Voici dix ans, une mise à plat des relations avec l’Afrique pouvait s’amorcer au moins sur le plan militaire. Quelque chose à déraillé. De ponctuelle et furtive, l’opération « Barkhane », est devenue plus lourde (5000 hommes) sans parvenir à contrer la menace djihadiste. Avec les revers de l’armée malienne, la création de milices à la solde de Bamako et leurs exactions, le sentiment anti-français s’est développé, attisé par la propagande russe. Bamako a connu deux putschs militaires. La milice Wagner apparait au Mali en 2021.

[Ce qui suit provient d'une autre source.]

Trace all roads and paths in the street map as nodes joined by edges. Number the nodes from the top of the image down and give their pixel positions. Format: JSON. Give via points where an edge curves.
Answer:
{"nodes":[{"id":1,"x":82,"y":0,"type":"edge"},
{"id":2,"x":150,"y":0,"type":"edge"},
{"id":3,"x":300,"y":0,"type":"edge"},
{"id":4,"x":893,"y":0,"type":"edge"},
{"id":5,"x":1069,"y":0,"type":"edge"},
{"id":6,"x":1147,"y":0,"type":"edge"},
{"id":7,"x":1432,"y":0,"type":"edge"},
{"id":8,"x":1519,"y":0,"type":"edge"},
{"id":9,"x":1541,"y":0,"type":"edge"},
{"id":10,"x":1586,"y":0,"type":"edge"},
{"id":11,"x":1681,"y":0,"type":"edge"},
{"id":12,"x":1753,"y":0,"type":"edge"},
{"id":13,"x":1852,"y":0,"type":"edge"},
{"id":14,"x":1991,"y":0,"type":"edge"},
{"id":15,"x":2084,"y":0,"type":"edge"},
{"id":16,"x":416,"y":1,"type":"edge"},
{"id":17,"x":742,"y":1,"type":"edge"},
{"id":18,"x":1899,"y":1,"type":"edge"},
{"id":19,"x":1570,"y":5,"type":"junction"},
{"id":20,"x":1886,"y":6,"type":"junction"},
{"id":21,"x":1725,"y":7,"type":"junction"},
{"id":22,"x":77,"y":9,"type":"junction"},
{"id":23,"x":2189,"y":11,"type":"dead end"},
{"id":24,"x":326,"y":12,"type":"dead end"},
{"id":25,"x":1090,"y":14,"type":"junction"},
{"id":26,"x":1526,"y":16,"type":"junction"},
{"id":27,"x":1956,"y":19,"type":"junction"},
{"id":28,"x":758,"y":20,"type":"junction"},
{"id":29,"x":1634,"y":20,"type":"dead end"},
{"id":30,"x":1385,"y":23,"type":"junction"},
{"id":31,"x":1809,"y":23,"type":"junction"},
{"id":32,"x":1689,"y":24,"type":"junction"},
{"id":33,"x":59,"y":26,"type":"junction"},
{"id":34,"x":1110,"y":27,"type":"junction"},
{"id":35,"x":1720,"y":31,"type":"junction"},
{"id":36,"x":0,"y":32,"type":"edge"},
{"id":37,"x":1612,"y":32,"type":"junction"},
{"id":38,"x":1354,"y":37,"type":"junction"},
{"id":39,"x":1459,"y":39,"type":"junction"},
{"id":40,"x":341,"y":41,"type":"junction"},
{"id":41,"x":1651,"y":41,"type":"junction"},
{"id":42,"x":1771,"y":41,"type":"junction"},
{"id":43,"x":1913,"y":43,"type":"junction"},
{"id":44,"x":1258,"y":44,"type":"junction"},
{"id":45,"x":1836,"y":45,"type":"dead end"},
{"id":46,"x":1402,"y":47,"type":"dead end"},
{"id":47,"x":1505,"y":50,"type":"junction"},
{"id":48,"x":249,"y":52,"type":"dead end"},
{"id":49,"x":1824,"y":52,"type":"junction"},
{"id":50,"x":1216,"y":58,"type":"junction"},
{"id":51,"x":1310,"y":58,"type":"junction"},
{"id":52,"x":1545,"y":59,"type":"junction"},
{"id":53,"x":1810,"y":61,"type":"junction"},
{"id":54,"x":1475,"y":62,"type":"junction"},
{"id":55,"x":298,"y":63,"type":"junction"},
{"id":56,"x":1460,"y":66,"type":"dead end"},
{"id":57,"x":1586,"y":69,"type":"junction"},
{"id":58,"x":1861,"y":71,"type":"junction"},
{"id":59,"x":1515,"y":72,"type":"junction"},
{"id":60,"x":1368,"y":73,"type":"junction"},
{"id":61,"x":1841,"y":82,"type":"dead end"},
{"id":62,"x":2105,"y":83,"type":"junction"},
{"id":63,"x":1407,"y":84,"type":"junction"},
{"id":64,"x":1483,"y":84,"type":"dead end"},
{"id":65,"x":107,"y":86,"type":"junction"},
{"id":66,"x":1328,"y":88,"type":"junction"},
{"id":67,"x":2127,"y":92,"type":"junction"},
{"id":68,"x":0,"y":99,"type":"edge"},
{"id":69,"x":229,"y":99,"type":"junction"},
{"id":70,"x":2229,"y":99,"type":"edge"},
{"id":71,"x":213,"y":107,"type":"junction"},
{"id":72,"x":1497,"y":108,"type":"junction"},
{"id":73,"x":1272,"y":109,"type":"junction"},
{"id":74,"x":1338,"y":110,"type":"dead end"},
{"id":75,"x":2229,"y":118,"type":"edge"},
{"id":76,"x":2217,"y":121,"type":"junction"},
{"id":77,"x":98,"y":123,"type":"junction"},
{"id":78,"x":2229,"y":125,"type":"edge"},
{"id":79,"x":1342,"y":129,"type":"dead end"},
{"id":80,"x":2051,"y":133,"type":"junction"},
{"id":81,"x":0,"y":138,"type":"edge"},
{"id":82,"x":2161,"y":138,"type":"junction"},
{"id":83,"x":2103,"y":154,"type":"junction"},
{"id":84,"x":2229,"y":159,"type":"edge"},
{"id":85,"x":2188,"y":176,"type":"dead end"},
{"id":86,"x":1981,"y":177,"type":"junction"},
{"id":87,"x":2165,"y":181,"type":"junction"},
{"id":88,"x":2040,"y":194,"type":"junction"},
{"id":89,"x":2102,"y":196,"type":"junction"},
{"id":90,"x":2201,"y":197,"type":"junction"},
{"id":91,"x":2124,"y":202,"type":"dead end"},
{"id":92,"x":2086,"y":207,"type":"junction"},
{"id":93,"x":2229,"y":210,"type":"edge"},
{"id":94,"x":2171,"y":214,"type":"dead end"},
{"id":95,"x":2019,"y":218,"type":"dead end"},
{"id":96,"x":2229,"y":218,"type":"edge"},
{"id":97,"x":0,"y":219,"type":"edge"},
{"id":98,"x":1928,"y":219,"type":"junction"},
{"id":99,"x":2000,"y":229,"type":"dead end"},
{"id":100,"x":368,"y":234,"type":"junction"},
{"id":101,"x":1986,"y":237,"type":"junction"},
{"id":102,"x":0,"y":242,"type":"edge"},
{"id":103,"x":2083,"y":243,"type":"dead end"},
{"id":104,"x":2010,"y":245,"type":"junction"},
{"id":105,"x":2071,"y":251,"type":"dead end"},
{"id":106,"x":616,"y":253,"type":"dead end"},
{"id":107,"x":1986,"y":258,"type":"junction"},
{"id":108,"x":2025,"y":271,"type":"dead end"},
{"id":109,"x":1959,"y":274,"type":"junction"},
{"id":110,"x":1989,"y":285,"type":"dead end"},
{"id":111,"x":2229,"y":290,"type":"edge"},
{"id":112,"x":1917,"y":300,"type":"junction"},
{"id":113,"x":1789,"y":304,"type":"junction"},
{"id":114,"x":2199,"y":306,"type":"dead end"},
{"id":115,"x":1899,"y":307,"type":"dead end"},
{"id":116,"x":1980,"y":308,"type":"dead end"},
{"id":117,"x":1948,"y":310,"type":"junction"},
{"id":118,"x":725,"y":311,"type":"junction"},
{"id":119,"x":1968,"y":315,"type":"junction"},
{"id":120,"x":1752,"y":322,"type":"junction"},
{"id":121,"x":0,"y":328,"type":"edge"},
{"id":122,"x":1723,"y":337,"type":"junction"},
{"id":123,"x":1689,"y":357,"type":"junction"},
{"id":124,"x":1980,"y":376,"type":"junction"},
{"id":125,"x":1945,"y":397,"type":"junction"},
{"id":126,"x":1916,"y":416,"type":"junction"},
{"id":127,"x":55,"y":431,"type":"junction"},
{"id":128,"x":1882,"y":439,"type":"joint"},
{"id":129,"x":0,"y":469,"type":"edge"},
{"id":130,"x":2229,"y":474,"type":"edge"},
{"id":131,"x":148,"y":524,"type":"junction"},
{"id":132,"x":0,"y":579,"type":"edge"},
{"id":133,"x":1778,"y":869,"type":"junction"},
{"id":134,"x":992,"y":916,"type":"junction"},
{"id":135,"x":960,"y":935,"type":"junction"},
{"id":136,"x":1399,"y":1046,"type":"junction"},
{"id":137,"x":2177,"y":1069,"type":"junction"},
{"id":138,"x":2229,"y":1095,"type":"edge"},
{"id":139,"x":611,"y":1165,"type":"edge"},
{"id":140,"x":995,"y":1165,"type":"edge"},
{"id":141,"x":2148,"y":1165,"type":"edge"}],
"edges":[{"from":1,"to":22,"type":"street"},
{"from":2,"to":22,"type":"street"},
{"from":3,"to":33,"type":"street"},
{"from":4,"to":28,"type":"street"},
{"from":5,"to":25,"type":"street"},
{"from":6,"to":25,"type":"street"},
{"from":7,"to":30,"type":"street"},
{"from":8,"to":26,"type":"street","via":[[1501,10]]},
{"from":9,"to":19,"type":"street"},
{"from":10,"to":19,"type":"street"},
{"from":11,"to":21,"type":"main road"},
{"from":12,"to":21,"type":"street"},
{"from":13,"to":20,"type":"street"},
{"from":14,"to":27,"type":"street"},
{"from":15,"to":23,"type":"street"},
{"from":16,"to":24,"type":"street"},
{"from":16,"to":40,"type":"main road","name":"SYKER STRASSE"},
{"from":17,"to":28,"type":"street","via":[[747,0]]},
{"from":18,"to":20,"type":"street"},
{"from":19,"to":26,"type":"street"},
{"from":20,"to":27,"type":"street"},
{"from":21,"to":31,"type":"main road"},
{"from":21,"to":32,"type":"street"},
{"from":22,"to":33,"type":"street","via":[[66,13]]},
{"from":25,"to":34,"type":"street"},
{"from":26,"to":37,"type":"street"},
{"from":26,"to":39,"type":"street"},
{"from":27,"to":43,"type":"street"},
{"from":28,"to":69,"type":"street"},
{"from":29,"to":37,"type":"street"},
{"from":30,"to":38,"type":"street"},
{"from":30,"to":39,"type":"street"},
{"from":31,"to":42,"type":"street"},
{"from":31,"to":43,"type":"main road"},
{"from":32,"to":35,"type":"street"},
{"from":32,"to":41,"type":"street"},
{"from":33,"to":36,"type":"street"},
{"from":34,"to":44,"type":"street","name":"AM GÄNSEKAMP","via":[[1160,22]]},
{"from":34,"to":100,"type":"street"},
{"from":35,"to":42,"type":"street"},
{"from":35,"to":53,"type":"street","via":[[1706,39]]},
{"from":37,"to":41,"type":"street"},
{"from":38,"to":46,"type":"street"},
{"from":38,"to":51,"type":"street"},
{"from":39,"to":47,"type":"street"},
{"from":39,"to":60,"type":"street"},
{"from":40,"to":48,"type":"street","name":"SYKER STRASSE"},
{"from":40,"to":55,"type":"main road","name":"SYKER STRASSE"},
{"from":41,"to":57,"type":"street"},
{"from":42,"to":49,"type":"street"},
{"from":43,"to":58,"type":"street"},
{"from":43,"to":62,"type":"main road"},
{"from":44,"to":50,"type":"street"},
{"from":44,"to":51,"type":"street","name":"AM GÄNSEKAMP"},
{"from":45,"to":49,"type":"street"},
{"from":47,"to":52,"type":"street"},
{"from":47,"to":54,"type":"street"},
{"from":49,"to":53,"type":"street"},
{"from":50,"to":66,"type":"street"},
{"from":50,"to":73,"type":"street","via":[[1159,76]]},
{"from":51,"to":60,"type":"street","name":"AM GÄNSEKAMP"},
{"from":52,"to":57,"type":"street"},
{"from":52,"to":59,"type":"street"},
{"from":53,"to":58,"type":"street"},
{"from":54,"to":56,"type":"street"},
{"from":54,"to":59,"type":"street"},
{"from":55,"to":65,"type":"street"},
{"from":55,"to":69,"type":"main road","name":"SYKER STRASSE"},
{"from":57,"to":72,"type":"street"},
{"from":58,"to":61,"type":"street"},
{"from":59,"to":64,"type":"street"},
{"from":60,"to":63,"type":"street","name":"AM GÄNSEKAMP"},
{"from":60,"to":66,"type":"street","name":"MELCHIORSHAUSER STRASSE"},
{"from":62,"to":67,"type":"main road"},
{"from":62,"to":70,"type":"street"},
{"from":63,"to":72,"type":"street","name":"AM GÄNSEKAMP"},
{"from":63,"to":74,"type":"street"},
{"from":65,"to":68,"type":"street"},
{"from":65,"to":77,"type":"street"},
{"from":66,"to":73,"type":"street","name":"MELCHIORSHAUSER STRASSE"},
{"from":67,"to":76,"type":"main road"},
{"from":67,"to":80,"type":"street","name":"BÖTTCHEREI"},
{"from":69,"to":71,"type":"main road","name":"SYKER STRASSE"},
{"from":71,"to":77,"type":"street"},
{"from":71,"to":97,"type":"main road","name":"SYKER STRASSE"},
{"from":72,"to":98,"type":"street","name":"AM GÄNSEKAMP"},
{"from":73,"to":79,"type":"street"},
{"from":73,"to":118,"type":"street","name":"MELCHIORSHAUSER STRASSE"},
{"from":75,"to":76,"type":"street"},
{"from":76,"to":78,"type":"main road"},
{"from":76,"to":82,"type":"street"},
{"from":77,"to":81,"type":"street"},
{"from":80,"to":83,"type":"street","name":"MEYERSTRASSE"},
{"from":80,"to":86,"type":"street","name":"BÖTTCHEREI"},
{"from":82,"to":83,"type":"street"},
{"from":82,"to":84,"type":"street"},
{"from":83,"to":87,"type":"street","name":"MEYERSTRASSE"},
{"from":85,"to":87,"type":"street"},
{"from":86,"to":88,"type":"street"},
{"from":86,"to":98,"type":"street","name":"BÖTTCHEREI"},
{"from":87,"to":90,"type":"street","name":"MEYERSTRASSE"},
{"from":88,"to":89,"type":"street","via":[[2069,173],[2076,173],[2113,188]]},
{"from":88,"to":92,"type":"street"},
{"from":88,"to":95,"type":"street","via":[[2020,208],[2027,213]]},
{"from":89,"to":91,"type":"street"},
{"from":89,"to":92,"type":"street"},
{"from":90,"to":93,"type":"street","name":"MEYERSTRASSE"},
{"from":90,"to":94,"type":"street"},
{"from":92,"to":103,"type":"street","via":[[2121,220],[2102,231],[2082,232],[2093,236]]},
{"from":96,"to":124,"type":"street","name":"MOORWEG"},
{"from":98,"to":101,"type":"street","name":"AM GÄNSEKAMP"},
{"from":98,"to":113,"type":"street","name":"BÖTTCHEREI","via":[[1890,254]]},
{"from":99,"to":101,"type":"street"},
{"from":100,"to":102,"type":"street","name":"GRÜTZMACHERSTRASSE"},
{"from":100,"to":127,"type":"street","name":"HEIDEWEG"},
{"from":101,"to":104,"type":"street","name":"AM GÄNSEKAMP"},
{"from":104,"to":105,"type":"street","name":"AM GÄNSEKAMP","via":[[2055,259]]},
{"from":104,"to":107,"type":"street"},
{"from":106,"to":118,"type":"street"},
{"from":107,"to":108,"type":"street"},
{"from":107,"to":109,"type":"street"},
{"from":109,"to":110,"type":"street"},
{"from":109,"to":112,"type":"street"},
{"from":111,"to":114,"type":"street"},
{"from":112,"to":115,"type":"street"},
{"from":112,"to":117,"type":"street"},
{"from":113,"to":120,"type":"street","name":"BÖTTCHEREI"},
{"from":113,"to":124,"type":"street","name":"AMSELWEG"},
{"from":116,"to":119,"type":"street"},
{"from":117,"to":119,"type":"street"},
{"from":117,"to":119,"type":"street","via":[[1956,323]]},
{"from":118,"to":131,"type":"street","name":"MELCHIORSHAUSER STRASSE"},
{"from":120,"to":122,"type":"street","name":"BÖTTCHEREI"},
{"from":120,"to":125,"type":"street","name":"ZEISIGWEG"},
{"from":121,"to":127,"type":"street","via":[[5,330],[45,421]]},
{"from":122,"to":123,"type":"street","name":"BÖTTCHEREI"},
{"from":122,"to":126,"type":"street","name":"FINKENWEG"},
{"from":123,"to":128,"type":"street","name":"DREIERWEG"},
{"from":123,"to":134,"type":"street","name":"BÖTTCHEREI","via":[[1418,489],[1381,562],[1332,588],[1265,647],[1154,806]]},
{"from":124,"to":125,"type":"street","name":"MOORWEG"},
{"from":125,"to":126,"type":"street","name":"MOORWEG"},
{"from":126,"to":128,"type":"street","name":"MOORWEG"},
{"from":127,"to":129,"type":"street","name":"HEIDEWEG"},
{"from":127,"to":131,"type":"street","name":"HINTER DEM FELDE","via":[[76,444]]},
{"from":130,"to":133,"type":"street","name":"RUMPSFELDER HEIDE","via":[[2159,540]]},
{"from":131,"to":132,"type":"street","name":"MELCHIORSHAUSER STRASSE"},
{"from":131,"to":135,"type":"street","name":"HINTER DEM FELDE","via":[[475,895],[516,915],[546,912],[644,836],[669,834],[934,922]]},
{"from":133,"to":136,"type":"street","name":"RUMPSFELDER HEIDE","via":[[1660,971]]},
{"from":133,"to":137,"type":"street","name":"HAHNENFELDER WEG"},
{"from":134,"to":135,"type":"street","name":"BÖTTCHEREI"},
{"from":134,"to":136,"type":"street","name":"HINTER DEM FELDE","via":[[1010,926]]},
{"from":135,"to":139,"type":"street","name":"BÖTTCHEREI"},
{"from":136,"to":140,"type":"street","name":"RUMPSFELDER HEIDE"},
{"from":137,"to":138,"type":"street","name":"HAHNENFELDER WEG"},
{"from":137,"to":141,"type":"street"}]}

« L’effet domino » joue à plein : au Burkina Faso, au Niger, les militaires sont désormais au pouvoir. Les putschistes surfent sur le sentiment souverainiste, voire panafricaniste, de la jeunesse africaine. Et ce basculement remet en cause le viager poussiéreux qui perdurait avec la France depuis les indépendances. « La France a raté le virage. Elle est restée sur l’ancien paradigme des relations franco-africaines. Le premier coup de semonce était venu du Mali en 2021 avec l’échec de l’après Barkhane. Maintenant tout s’accélère et c’est irréparable », relève le Président du centre international de réflexions et d’études sur le Sahel, Seidik Abba.
Et donc, le Tchad et le Sénégal. Avec un millier de militaires, avec ses Mirages, la base de N’Djamena était le pivot du dispositif en place depuis l’ère post-coloniale.
Dimanche, Jean-Noël Barrot était à Dakar. Les autorités sénégalaises commémoraient le massacre du 1er décembre 1944, ce jour où des soldats français ont ouvert le feu dans le camp militaire de Thiaroye, tuant des dizaines de tirailleurs qui avaient osé réclamer leur solde à leur retour des combats pour la libération de la France. Le nouveau Président sénégalais Bassirou Diomaye Faye a fait de cette date un marqueur de la mémoire africaine. Porté par une jeunesse dakaroise intransigeante qui ne se satisfera pas d’une simple reconstruction mémorielle, il envisage de réclamer des excuses officielles.
Entre Paris et l’Afrique, il ne s’agit plus de tout changer pour que rien ne change. Voilà longtemps que le « pré carré » français n’existe plus. Les capitales africaines sont courtisées comme jamais. Depuis quinze ans déjà le continent est le premier partenaire de la Chine.